_Task objective_
Which lines of the listing below contain the word "dead"? Return them.

··· Data to examine ···

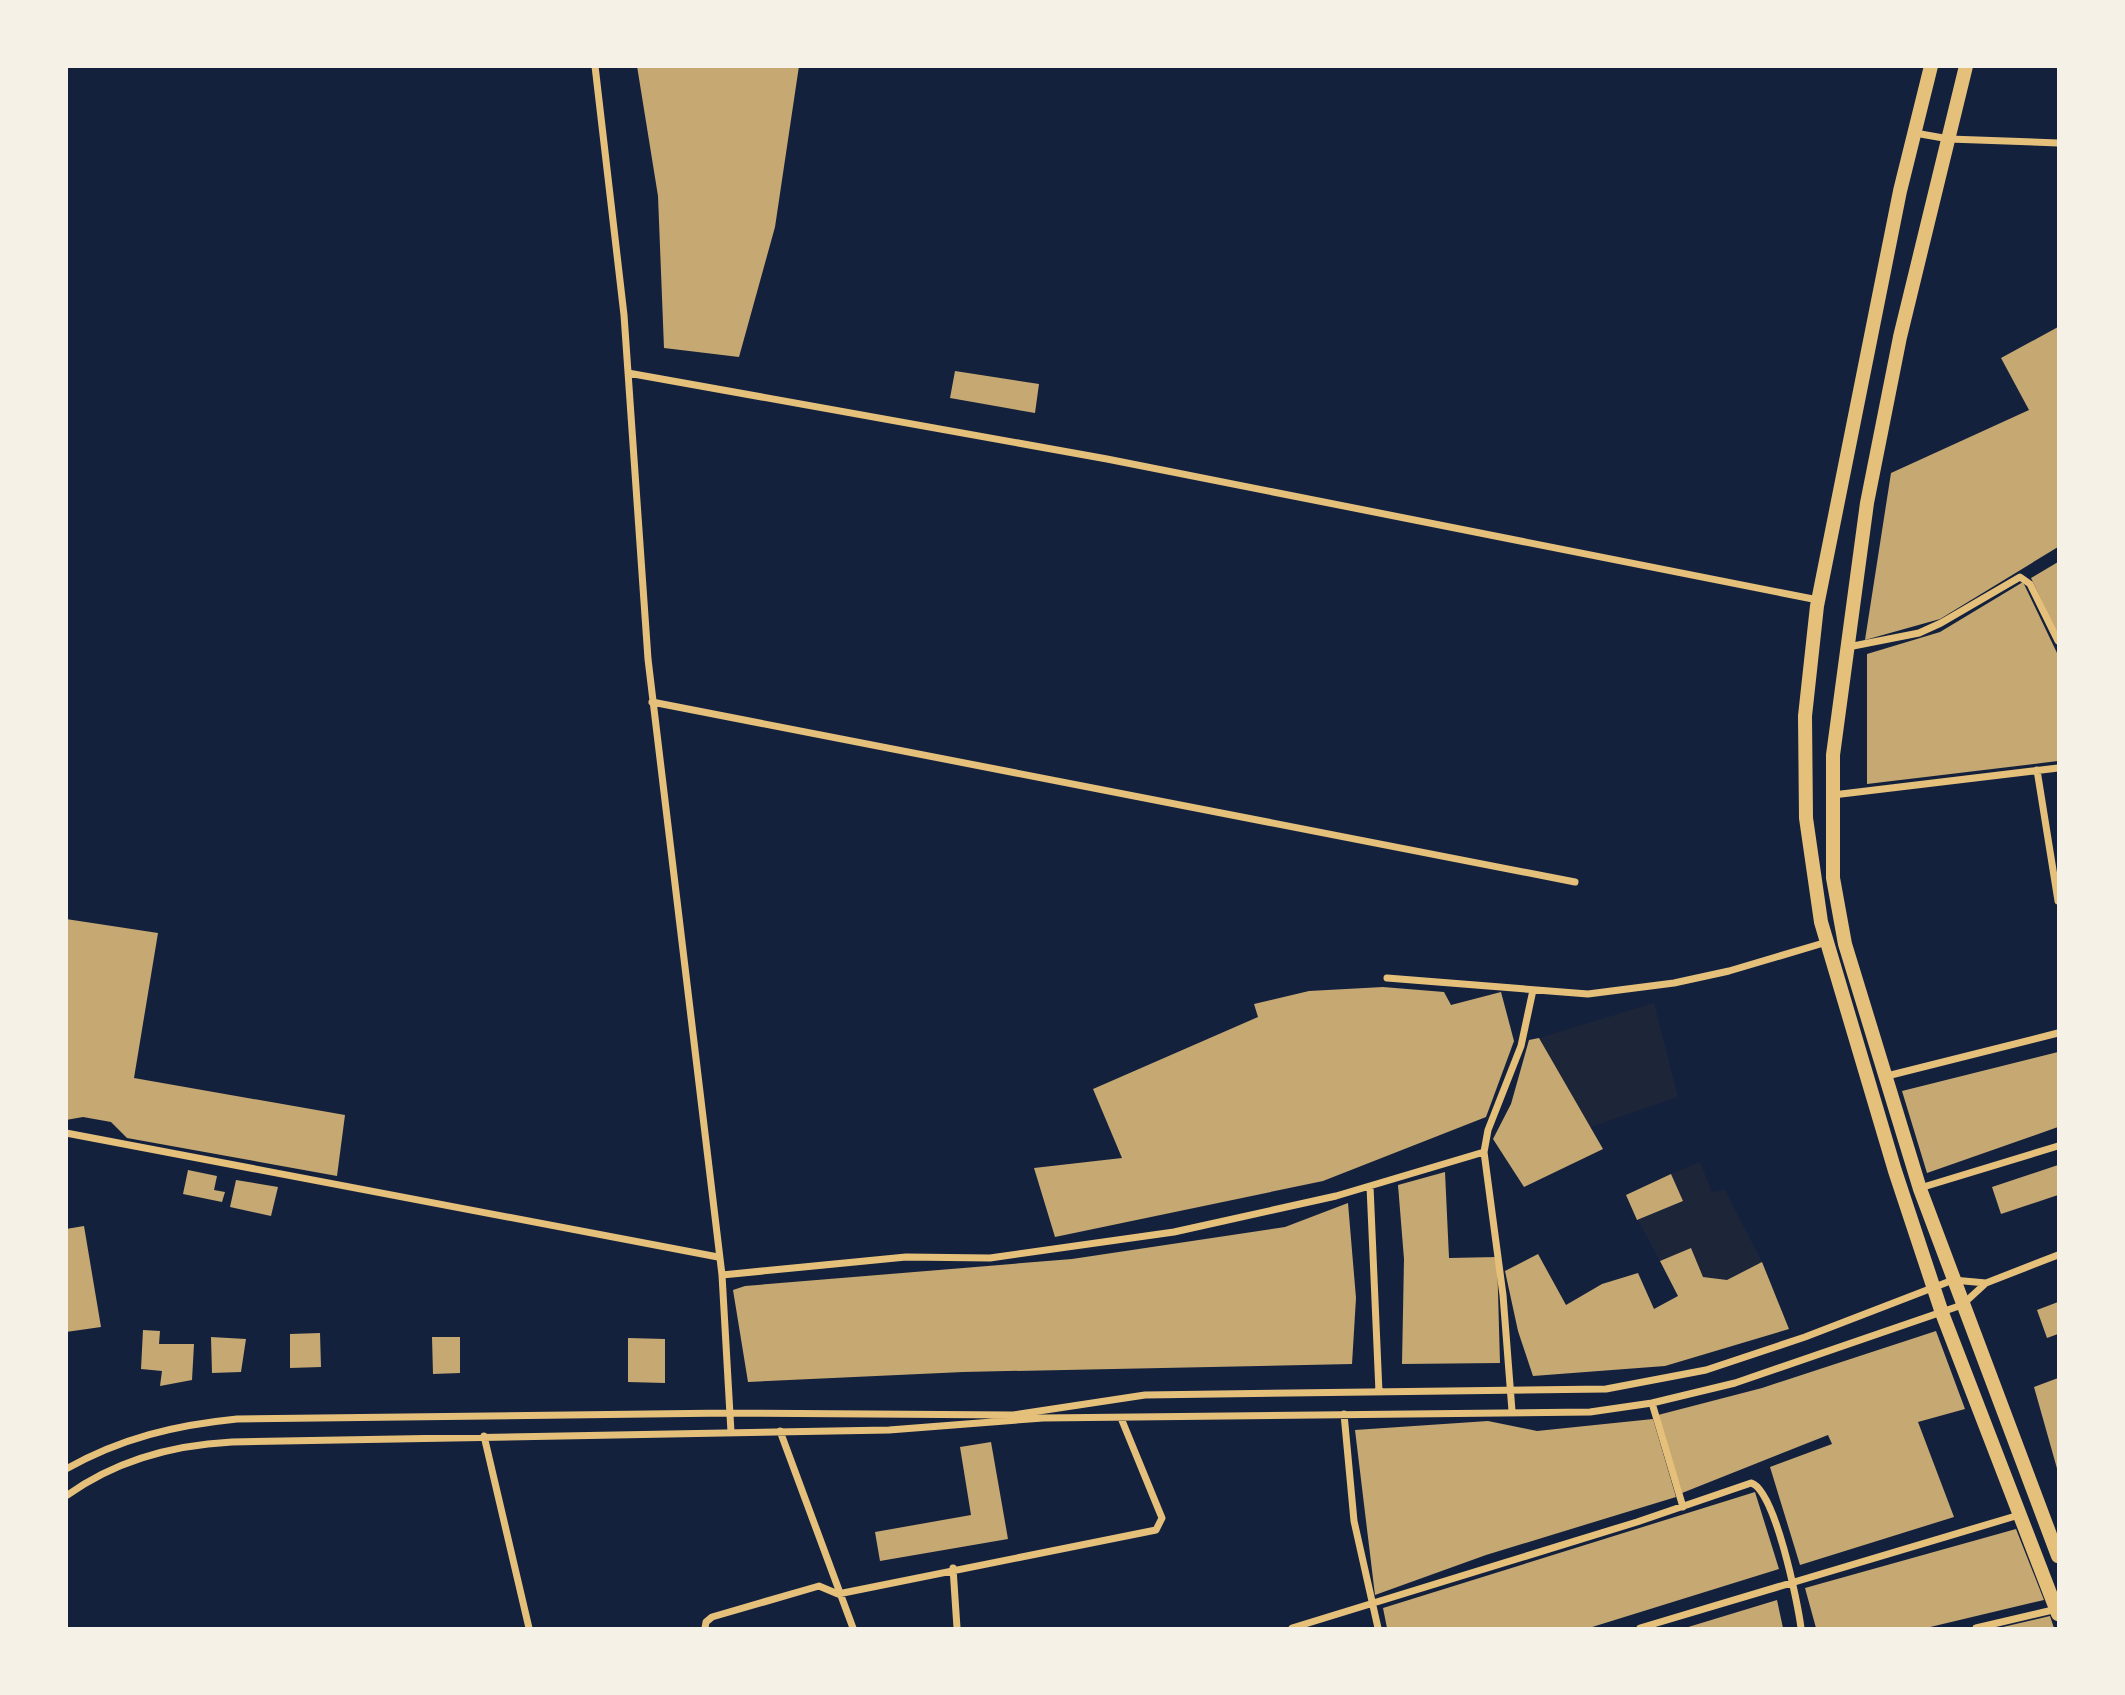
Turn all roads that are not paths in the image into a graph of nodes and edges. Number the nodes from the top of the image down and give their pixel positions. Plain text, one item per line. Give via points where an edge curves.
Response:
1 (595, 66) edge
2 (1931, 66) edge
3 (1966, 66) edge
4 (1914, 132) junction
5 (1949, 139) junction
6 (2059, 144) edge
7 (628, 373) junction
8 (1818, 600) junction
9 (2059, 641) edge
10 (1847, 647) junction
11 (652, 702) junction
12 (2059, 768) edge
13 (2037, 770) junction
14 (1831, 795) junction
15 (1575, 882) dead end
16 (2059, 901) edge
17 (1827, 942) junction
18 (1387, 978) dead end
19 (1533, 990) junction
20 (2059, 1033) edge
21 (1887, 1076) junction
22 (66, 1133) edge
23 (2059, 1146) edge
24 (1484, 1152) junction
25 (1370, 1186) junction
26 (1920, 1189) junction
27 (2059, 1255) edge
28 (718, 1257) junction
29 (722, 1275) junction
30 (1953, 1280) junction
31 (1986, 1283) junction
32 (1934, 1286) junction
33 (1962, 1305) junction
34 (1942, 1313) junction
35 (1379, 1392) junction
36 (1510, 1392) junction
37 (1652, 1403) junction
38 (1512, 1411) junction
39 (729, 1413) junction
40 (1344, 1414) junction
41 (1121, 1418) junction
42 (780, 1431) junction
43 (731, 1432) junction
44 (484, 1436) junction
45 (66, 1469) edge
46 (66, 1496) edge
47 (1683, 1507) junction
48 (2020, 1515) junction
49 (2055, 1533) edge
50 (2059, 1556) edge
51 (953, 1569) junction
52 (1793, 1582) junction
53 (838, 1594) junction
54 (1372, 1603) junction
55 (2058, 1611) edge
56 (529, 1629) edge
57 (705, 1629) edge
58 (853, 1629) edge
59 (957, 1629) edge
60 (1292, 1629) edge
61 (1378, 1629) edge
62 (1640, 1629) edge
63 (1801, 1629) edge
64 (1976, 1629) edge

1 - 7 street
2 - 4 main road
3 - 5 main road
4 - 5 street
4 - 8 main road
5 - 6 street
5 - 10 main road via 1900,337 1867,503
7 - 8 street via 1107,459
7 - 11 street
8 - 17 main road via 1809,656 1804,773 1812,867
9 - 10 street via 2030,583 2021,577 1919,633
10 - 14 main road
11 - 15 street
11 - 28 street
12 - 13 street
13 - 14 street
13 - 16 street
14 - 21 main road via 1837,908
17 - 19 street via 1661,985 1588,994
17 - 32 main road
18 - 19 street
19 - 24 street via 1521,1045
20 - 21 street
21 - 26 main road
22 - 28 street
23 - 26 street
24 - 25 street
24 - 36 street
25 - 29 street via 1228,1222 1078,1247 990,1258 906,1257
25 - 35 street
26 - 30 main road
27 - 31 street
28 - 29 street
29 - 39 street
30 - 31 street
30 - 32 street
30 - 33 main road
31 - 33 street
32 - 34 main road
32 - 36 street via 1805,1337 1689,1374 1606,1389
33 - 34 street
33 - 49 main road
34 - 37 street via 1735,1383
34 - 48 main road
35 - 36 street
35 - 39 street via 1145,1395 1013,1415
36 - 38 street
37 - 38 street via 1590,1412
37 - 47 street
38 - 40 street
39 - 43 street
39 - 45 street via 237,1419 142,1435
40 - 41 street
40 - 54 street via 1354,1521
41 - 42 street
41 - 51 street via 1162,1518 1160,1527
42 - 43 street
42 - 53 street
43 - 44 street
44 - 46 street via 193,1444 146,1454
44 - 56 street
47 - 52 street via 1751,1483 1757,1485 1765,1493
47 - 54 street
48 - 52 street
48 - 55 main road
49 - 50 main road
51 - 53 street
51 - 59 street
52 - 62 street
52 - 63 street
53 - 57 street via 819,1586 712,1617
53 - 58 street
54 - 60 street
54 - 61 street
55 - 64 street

···

_Written solution_
15 (1575, 882) dead end
18 (1387, 978) dead end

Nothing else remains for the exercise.